Soon after, hopes of managing a draw were dashed as well. A corner kick in the 81st minute was headed past Fagel by Harvard midfielder Caroline Chagares. Up 2–1 with less than 10 minutes remaining, the Crimson did not look back.

With Saturday’s loss, the Bulldogs have moved into a precarious position in the Ivy League title chase. They stand in sixth place in the Ancient Eight, and with Harvard and Princeton both ranked ahead of them, they no longer control their own destiny.

However, there is reason for restrained optimism. Though Harvard and Princeton stand as the two clear favorites for the conference title, the Elis have now twice shown an ability to match that level of play. And with Chavarin’s early goal finally proving the Bulldogs can play well in the opening minutes, Yale could be on the verge of a significant leap forward.

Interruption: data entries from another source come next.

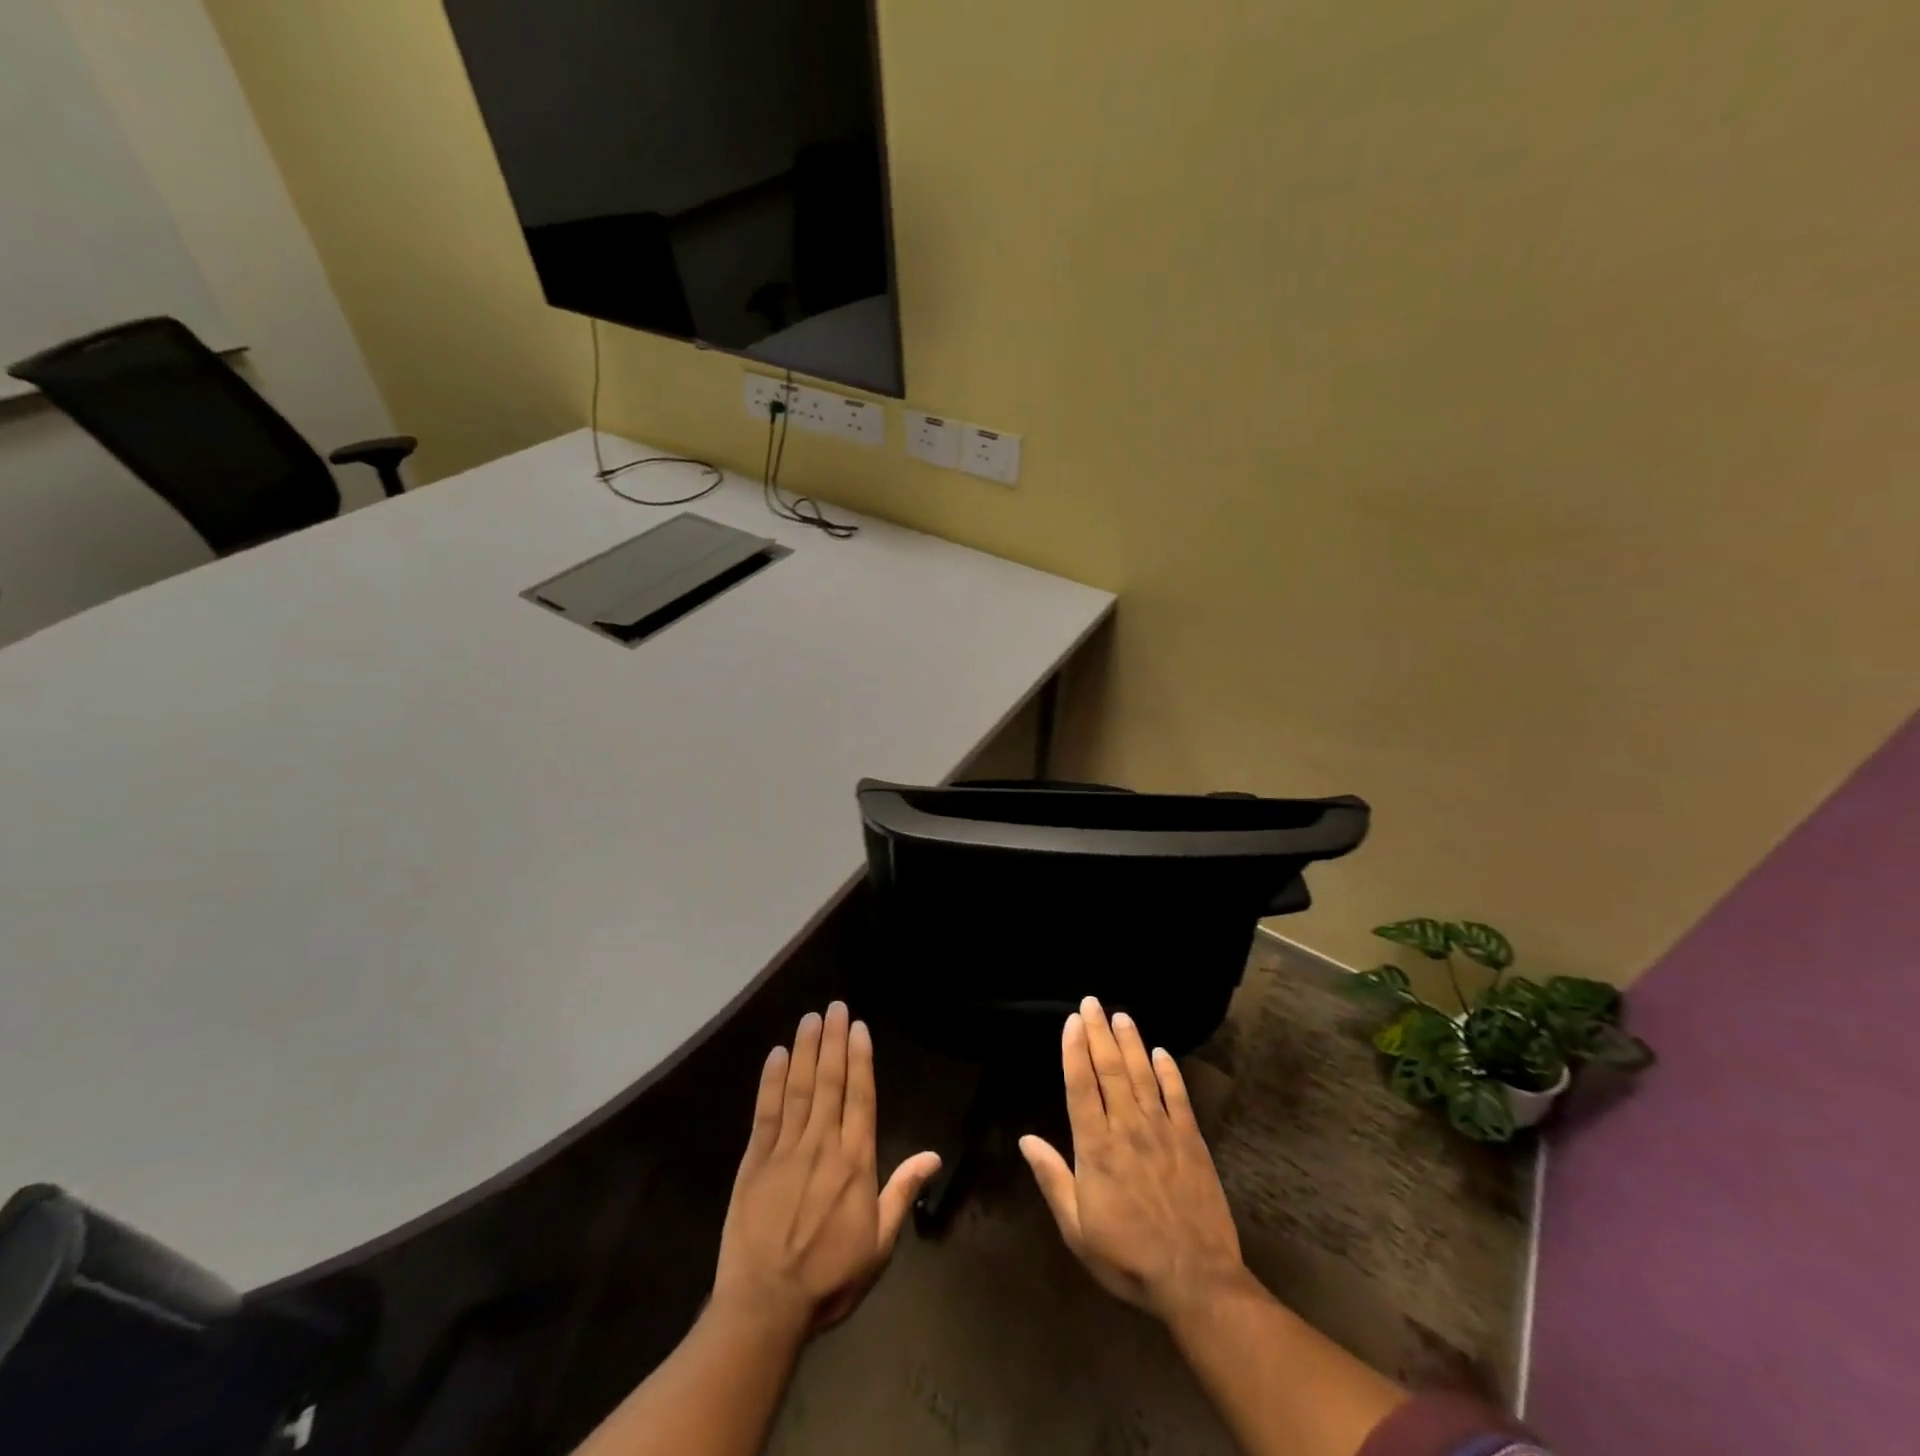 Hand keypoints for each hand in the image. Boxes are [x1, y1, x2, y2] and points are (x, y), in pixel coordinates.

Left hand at [713, 1002, 940, 1333]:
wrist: (765, 1307)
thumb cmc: (829, 1278)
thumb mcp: (879, 1244)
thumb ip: (902, 1192)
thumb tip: (934, 1156)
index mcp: (855, 1162)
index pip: (861, 1097)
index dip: (860, 1058)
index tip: (859, 1027)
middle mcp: (822, 1145)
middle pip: (830, 1081)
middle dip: (834, 1040)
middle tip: (835, 1006)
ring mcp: (786, 1150)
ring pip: (800, 1088)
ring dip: (807, 1049)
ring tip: (811, 1017)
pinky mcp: (754, 1161)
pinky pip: (766, 1111)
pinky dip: (772, 1080)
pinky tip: (778, 1054)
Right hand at [1020, 997, 1251, 1320]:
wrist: (1196, 1280)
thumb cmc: (1128, 1258)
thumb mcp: (1077, 1229)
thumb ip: (1053, 1179)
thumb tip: (1026, 1139)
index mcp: (1096, 1149)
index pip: (1081, 1086)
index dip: (1074, 1050)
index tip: (1072, 1021)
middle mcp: (1128, 1128)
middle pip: (1111, 1070)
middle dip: (1099, 1033)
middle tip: (1092, 1002)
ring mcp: (1163, 1131)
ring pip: (1143, 1075)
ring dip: (1131, 1042)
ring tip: (1121, 1015)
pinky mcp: (1191, 1140)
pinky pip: (1178, 1097)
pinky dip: (1169, 1072)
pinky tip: (1161, 1052) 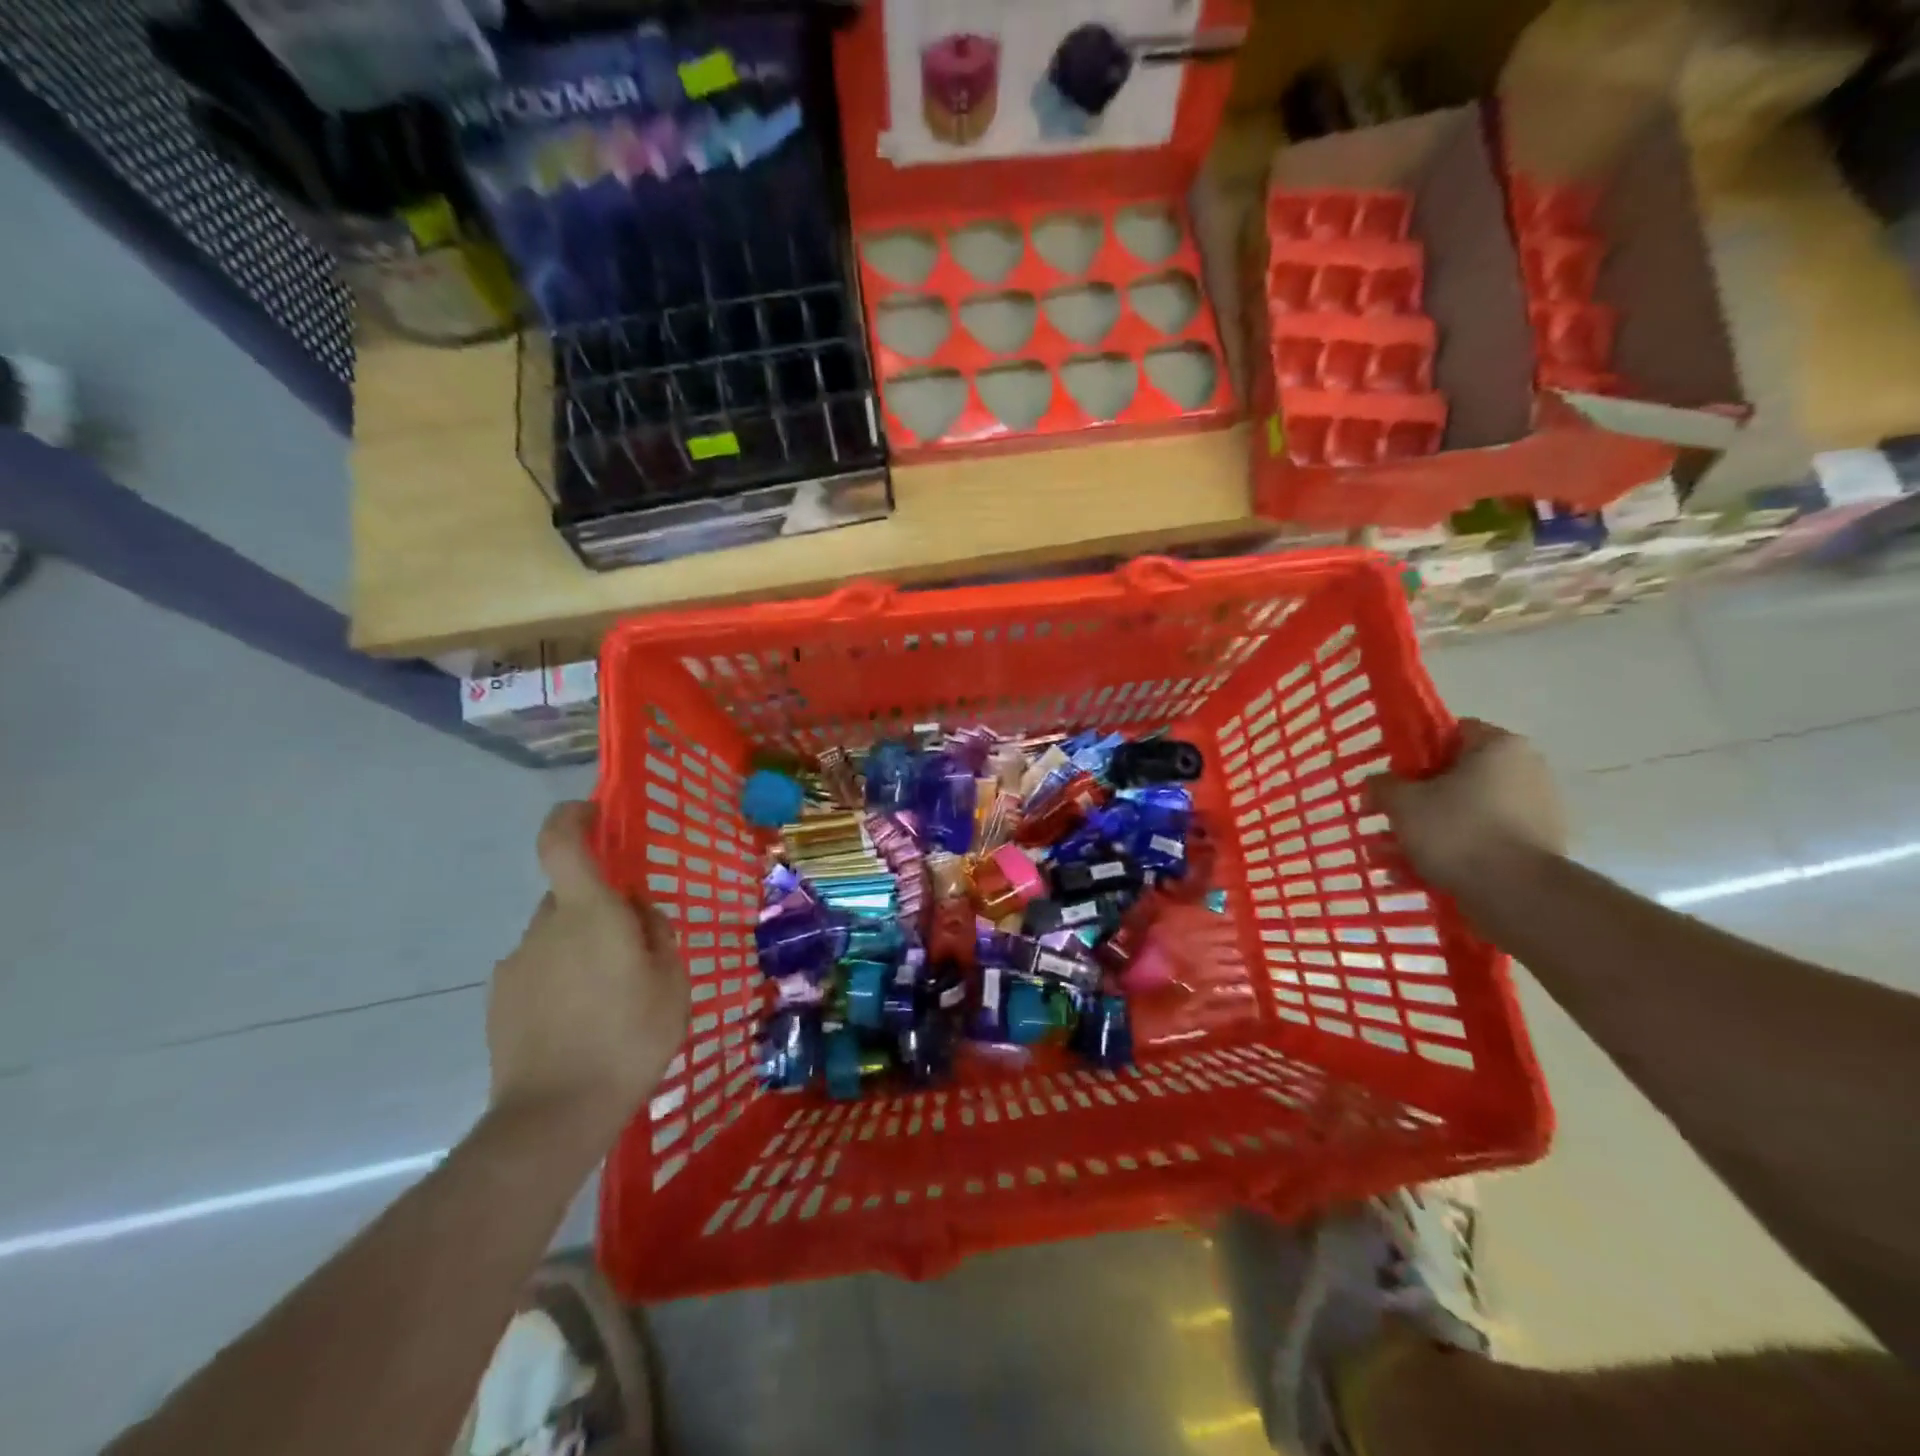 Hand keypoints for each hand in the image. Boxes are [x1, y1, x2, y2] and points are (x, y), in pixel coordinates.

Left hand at [487, 802, 689, 1143]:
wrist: (554, 1114)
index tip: (594, 813)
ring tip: (609, 997)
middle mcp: (544, 927)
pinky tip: (581, 1021)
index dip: (573, 816)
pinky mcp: (500, 999)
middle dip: (599, 907)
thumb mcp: (673, 982)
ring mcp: (516, 963)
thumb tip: (638, 912)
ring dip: (581, 947)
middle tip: (633, 947)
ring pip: (555, 935)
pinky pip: (538, 968)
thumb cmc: (629, 1038)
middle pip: (569, 894)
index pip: (561, 841)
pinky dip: (561, 978)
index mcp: (588, 913)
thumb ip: (656, 934)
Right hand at [1369, 720, 1566, 894]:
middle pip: (1454, 777)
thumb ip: (1383, 785)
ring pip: (1463, 813)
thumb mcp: (1402, 802)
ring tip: (1387, 856)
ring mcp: (1535, 811)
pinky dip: (1449, 852)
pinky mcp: (1534, 847)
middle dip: (1414, 801)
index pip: (1450, 733)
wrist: (1517, 893)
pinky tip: (1413, 874)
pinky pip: (1480, 840)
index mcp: (1499, 746)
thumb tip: (1377, 784)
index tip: (1390, 777)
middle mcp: (1525, 771)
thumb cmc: (1456, 830)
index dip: (1414, 753)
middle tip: (1382, 820)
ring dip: (1424, 832) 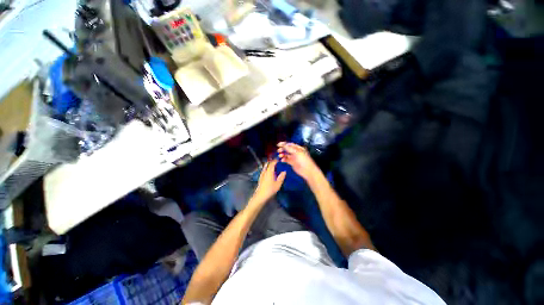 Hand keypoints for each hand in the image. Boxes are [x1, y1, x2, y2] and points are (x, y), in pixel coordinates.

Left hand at [252, 159, 285, 202]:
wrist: (260, 196)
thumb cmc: (270, 189)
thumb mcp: (278, 184)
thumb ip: (281, 177)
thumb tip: (284, 171)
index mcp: (269, 172)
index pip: (272, 163)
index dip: (275, 161)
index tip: (279, 159)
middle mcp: (265, 172)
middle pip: (268, 164)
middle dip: (272, 162)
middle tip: (277, 162)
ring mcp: (262, 175)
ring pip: (265, 167)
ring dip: (269, 165)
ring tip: (273, 166)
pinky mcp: (260, 178)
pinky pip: (264, 170)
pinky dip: (267, 169)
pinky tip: (269, 172)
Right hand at [277, 142, 318, 180]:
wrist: (307, 170)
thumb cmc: (304, 160)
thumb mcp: (296, 152)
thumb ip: (289, 149)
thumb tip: (283, 145)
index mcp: (298, 148)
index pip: (290, 144)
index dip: (284, 144)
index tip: (278, 144)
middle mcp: (296, 152)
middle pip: (287, 149)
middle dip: (282, 149)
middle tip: (278, 150)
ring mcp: (294, 158)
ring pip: (286, 154)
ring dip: (282, 154)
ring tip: (280, 155)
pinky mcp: (292, 163)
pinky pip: (287, 160)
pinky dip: (284, 159)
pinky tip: (282, 160) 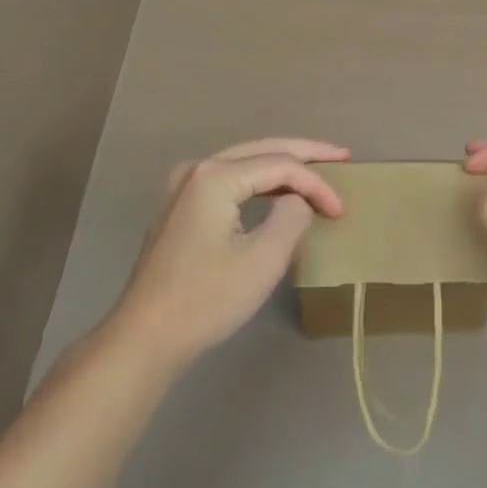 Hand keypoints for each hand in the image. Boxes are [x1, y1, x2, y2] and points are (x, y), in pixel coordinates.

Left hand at [107, 138, 348, 368]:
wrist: (144, 338)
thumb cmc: (205, 300)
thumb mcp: (263, 261)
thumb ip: (291, 217)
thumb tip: (296, 201)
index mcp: (215, 176)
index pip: (280, 165)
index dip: (316, 184)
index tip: (341, 212)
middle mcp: (197, 169)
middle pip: (262, 149)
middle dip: (305, 153)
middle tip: (342, 156)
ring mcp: (183, 186)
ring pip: (244, 161)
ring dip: (282, 165)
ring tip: (318, 168)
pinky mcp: (179, 206)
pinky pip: (229, 179)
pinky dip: (259, 180)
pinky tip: (278, 190) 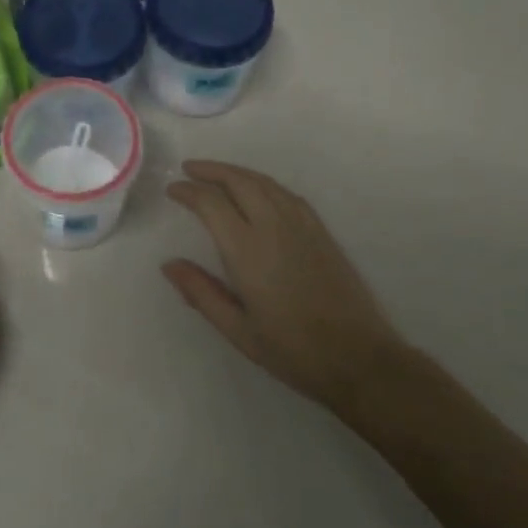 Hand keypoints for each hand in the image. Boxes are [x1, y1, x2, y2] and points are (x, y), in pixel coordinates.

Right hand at [164, 161, 408, 415]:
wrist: (358, 358)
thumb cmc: (292, 350)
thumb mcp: (238, 330)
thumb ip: (201, 293)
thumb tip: (169, 265)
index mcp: (247, 250)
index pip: (211, 203)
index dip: (189, 191)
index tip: (173, 190)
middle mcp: (273, 227)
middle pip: (238, 181)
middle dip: (211, 170)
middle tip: (189, 169)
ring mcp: (301, 226)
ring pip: (264, 182)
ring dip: (236, 172)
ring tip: (217, 174)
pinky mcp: (321, 232)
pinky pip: (287, 194)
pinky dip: (264, 184)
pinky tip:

“We know that we just played the two best teams [in the Ivy League], and we know we can compete with anyone else,” Meredith said. “We know we have a chance to win any game. Hopefully, we can carry a little bit of confidence going forward and compete for the title.”

Opportunities for victory abound in the coming weeks. Next, the Bulldogs will square off against Dartmouth and Cornell, both of whom stand at 0–2 in conference play. With wins in those matches, Yale would once again be in contention for its first Ivy title since 2005.

Both games over the next two weeks will be on the road. This is Yale’s longest time away from Reese Stadium since a five-game road trip in September 2015.